== What you have to do ==
Write each record again exactly as it stands.

== Input data ==
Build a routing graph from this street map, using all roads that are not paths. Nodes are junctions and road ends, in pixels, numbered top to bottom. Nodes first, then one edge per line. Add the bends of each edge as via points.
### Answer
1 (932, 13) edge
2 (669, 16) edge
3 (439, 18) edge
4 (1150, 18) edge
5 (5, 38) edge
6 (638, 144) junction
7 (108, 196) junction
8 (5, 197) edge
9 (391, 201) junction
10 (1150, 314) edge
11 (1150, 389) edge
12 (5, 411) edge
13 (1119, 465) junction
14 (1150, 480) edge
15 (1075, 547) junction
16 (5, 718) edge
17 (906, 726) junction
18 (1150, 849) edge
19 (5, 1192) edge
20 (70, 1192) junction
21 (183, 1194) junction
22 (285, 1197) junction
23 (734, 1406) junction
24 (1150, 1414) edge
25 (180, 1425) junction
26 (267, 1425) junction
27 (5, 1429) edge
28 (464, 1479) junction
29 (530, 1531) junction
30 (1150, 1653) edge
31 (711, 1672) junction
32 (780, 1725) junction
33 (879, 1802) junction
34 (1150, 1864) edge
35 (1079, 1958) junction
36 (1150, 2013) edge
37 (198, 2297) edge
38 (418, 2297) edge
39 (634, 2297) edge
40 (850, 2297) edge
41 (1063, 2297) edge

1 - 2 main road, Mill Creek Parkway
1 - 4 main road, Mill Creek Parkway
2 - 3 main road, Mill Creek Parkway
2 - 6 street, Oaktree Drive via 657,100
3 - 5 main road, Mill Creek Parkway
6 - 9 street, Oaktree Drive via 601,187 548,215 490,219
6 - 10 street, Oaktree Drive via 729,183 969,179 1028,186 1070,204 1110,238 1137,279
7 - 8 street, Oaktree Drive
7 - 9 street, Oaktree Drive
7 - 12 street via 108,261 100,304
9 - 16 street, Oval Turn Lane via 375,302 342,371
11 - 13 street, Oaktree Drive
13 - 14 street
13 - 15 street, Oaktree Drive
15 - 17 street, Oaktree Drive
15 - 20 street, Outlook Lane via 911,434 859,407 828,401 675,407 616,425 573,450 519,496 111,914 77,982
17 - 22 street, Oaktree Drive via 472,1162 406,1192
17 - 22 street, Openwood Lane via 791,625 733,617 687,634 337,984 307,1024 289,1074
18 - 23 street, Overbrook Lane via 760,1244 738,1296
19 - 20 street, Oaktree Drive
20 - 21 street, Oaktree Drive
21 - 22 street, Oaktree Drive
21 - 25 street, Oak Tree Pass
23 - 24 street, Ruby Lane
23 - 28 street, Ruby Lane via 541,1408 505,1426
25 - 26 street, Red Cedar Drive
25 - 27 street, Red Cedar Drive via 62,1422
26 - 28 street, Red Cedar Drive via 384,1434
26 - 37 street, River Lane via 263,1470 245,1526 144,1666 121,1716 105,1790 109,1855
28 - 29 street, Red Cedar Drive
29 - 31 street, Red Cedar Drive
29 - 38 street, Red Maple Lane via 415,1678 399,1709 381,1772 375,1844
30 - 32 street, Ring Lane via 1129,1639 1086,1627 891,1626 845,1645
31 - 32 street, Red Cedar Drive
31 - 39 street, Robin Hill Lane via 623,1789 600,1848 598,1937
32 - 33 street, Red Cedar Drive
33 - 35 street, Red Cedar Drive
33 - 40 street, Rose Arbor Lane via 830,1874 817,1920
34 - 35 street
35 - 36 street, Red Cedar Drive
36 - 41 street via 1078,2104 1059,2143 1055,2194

== Exercise response ==
Build a routing graph from this street map, using all roads that are not paths. Nodes are junctions and road ends, in pixels, numbered top to bottom. Nodes first, then one edge per line. Add the bends of each edge as via points.
### Answer
1 (932, 13) edge
2 (669, 16) edge
3 (439, 18) edge
4 (1150, 18) edge
5 (5, 38) edge
6 (638, 144) junction
7 (108, 196) junction
8 (5, 197) edge
9 (391, 201) junction
10 (1150, 314) edge
11 (1150, 389) edge
12 (5, 411) edge
13 (1119, 465) junction
14 (1150, 480) edge
15 (1075, 547) junction
16 (5, 718) edge
17 (906, 726) junction
18 (1150, 849) edge
19 (5, 1192) edge
20 (70, 1192) junction
21 (183, 1194) junction
22 (285, 1197) junction
23 (734, 1406) junction
24 (1150, 1414) edge
25 (180, 1425) junction
26 (267, 1425) junction
27 (5, 1429) edge
28 (464, 1479) junction
29 (530, 1531) junction
30 (1150, 1653) edge
31 (711, 1672) junction
32 (780, 1725) junction
33 (879, 1802) junction
34 (1150, 1864) edge
35 (1079, 1958) junction
36 (1150, 2013) edge
37 (198, 2297) edge
38 (418, 2297) edge
39 (634, 2297) edge
40 (850, 2297) edge
41 (1063, 2297) edge

1 - 2 main road, Mill Creek Parkway
1 - 4 main road, Mill Creek Parkway
2 - 3 main road, Mill Creek Parkway
2 - 6 street, Oaktree Drive via 657,100
3 - 5 main road, Mill Creek Parkway
6 - 9 street, Oaktree Drive via 601,187 548,215 490,219
6 - 10 street, Oaktree Drive via 729,183 969,179 1028,186 1070,204 1110,238 1137,279
7 - 8 street, Oaktree Drive
7 - 9 street, Oaktree Drive
7 - 12 street via 108,261 100,304
9 - 16 street, Oval Turn Lane via 375,302 342,371
11 - 13 street, Oaktree Drive
13 - 14 street
13 - 15 street, Oaktree Drive
15 - 17 street, Oaktree Drive
15 - 20 street, Outlook Lane via 911,434 859,407 828,401 675,407 616,425 573,450 519,496 111,914 77,982
17 - 22 street, Oaktree Drive via 472,1162 406,1192
17 - 22 street, Openwood Lane via 791,625 733,617 687,634 337,984 307,1024 289,1074
18 - 23 street, Overbrook Lane via 760,1244 738,1296
19 - 20 street, Oaktree Drive
20 - 21 street, Oaktree Drive
21 - 22 street, Oaktree Drive
21 - 25 street, Oak Tree Pass
23 - 24 street, Ruby Lane
23 - 28 street, Ruby Lane via 541,1408 505,1426
25 - 26 street, Red Cedar Drive
25 - 27 street, Red Cedar Drive via 62,1422
26 - 28 street, Red Cedar Drive via 384,1434
26 - 37 street, River Lane via 263,1470 245,1526 144,1666 121,1716 105,1790 109,1855
28 - 29 street, Red Cedar Drive
29 - 31 street, Red Cedar Drive
29 - 38 street, Red Maple Lane via 415,1678 399,1709 381,1772 375,1844
30 - 32 street, Ring Lane via 1129,1639 1086,1627 891,1626 845,1645
31 - 32 street, Red Cedar Drive
31 - 39 street, Robin Hill Lane via 623,1789 600,1848 598,1937
32 - 33 street, Red Cedar Drive
33 - 35 street, Red Cedar Drive
33 - 40 street, Rose Arbor Lane via 830,1874 817,1920
34 - 35 street
35 - 36 street, Red Cedar Drive
36 - 41 street via 1078,2104 1059,2143 1055,2194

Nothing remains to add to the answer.